• **YOUR TASK**
Whenever a line in the records below contains "dead", pick it out.

======== RECORDS FOR PROCESSING ========

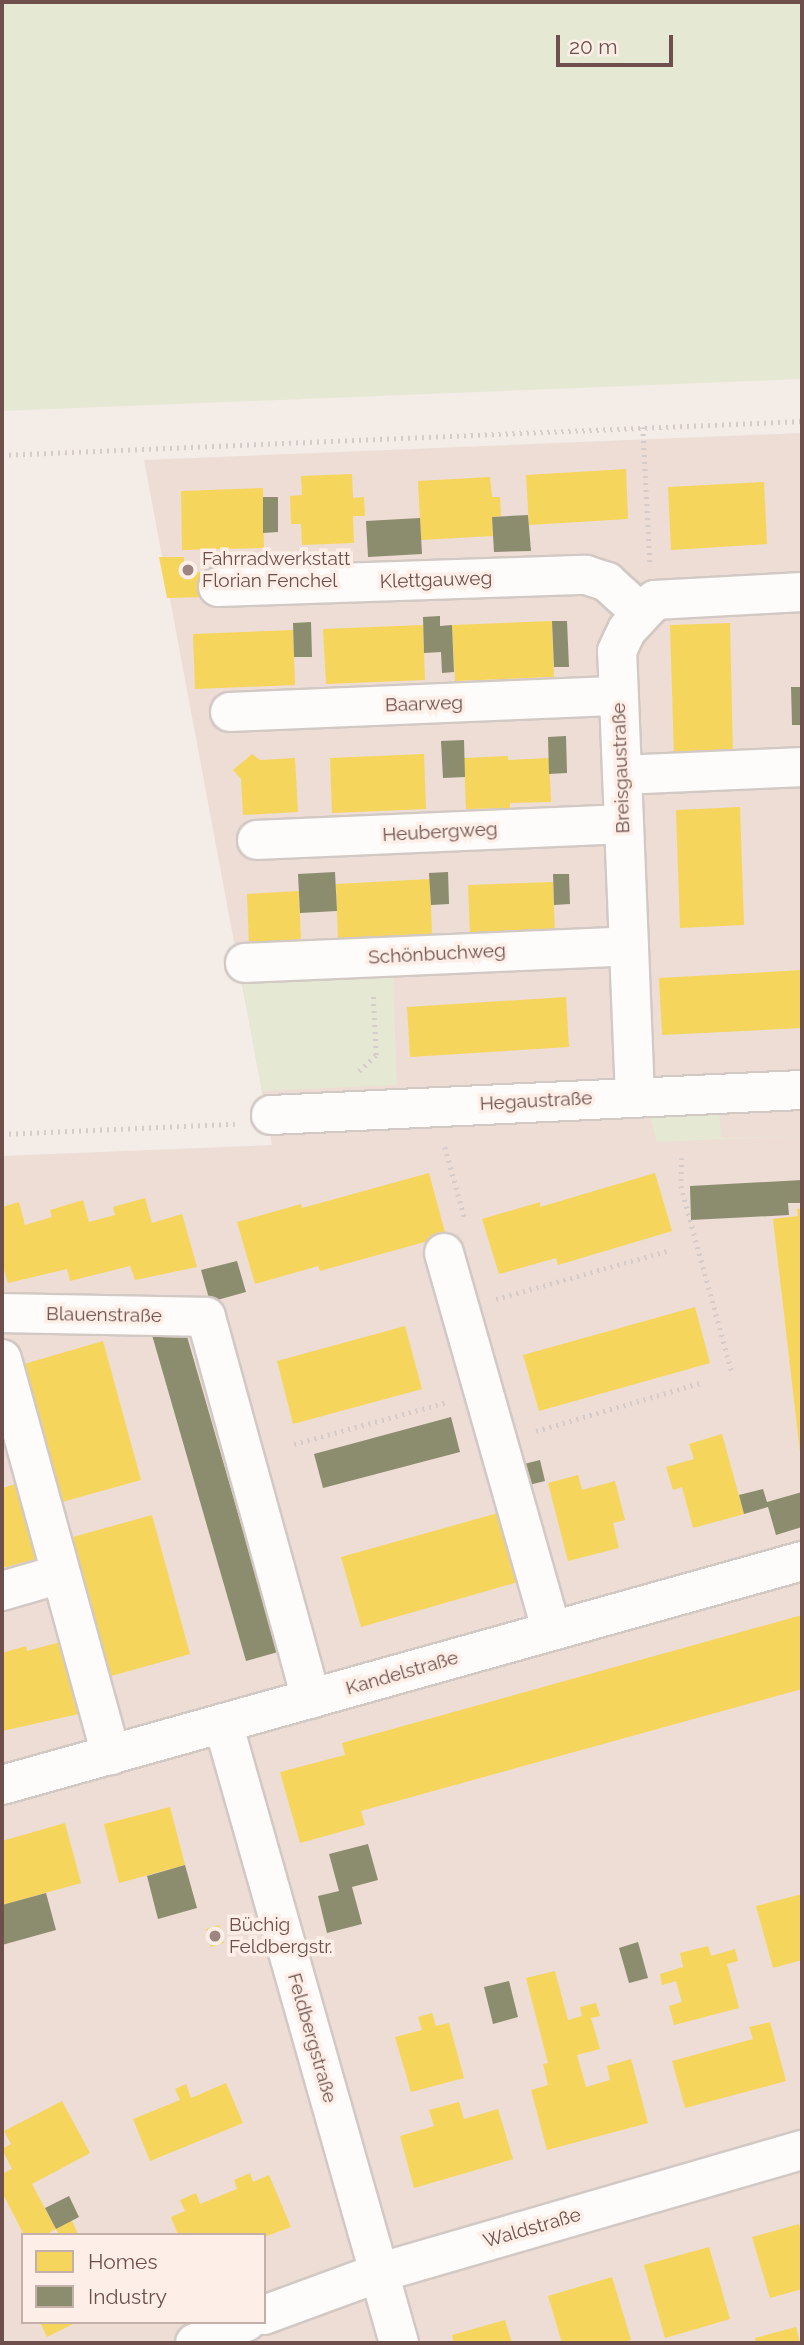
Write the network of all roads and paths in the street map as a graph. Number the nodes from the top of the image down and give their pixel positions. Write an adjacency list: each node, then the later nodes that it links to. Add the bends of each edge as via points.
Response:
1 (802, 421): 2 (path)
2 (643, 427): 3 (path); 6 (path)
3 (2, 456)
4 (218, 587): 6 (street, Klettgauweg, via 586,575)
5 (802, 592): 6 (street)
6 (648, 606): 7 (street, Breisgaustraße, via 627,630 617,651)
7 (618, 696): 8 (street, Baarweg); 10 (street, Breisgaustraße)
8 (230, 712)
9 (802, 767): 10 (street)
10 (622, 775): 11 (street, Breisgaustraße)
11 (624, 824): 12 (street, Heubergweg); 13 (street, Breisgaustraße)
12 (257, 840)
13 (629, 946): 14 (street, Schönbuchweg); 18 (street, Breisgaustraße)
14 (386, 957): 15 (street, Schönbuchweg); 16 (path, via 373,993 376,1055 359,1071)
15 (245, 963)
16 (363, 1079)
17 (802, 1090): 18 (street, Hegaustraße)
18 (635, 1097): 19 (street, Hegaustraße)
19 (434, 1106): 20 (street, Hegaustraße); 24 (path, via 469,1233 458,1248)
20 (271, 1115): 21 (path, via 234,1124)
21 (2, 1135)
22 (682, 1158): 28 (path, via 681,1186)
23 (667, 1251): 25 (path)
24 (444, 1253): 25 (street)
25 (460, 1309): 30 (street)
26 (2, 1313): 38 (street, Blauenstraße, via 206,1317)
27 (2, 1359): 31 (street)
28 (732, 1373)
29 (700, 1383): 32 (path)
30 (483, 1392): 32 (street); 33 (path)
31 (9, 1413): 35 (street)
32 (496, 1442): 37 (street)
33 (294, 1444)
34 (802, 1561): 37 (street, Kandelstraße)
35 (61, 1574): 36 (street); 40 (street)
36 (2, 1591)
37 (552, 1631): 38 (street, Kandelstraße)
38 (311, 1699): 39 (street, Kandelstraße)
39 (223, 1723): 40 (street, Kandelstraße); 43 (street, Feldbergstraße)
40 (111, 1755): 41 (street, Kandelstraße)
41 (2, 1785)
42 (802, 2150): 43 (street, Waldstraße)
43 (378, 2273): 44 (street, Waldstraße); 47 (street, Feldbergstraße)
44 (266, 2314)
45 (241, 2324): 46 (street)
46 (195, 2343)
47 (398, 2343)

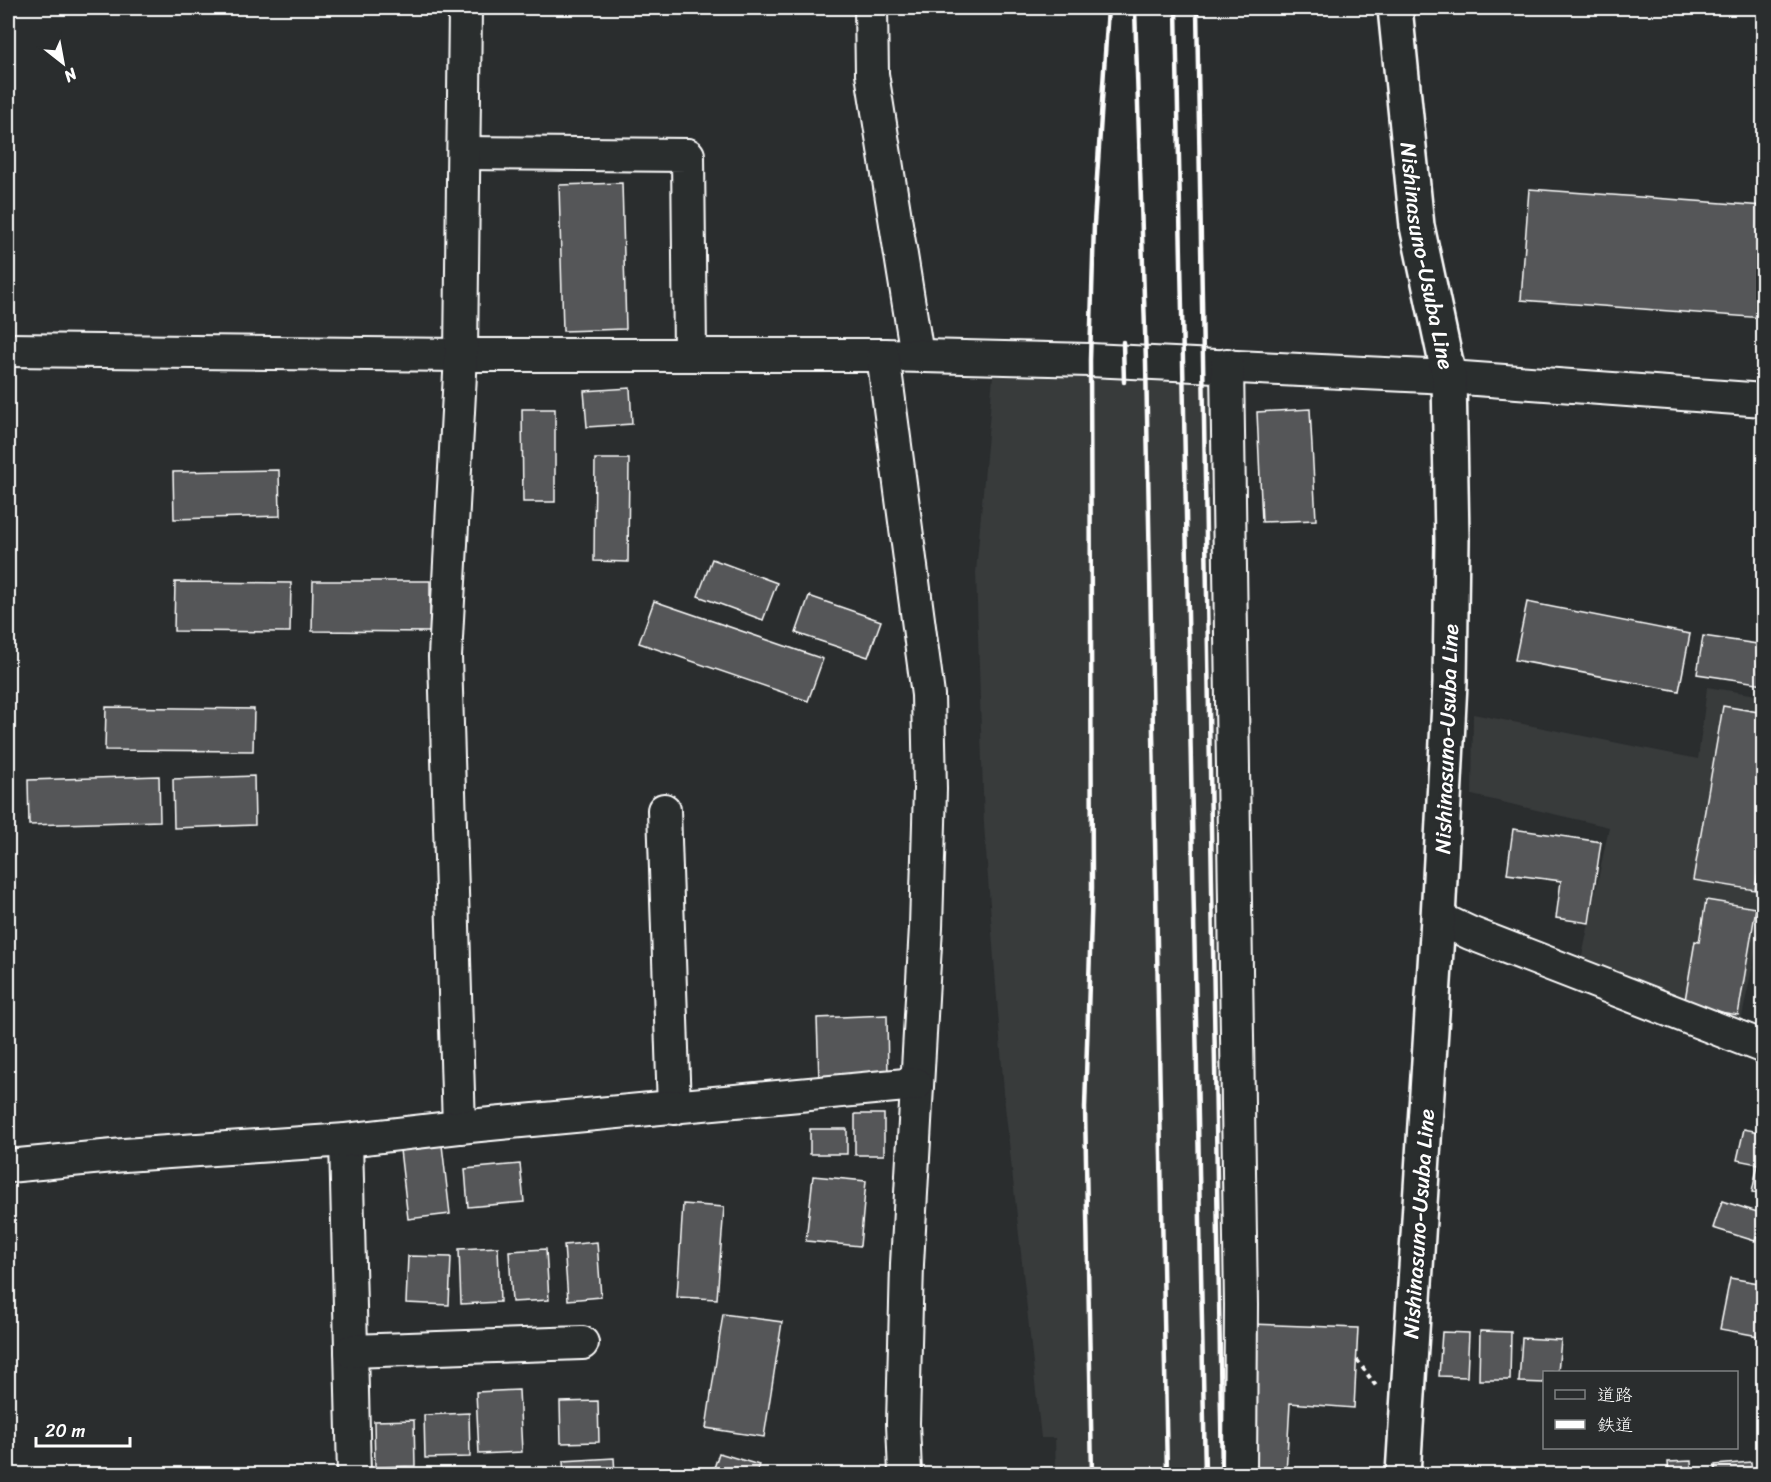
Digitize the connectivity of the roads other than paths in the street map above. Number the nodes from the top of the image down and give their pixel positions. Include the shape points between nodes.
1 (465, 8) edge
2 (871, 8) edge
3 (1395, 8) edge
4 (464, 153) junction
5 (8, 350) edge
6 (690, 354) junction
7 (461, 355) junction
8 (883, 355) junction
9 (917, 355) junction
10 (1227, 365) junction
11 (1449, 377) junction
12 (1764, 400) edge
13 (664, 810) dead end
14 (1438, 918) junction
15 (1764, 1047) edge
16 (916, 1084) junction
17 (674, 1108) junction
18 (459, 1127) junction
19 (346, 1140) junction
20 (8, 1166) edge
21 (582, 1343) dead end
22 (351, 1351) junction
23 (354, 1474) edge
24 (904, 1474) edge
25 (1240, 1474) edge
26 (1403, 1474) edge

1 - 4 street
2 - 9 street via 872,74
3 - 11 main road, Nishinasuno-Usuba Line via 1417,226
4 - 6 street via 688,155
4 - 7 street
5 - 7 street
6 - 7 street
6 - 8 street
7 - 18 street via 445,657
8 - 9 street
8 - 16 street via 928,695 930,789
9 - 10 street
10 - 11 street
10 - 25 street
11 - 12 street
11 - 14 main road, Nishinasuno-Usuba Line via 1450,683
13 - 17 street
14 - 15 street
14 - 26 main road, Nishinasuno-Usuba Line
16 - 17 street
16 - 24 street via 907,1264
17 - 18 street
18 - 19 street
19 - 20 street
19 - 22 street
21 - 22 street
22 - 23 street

========

• **TASK RESULT**
13 (664, 810) dead end
21 (582, 1343) dead end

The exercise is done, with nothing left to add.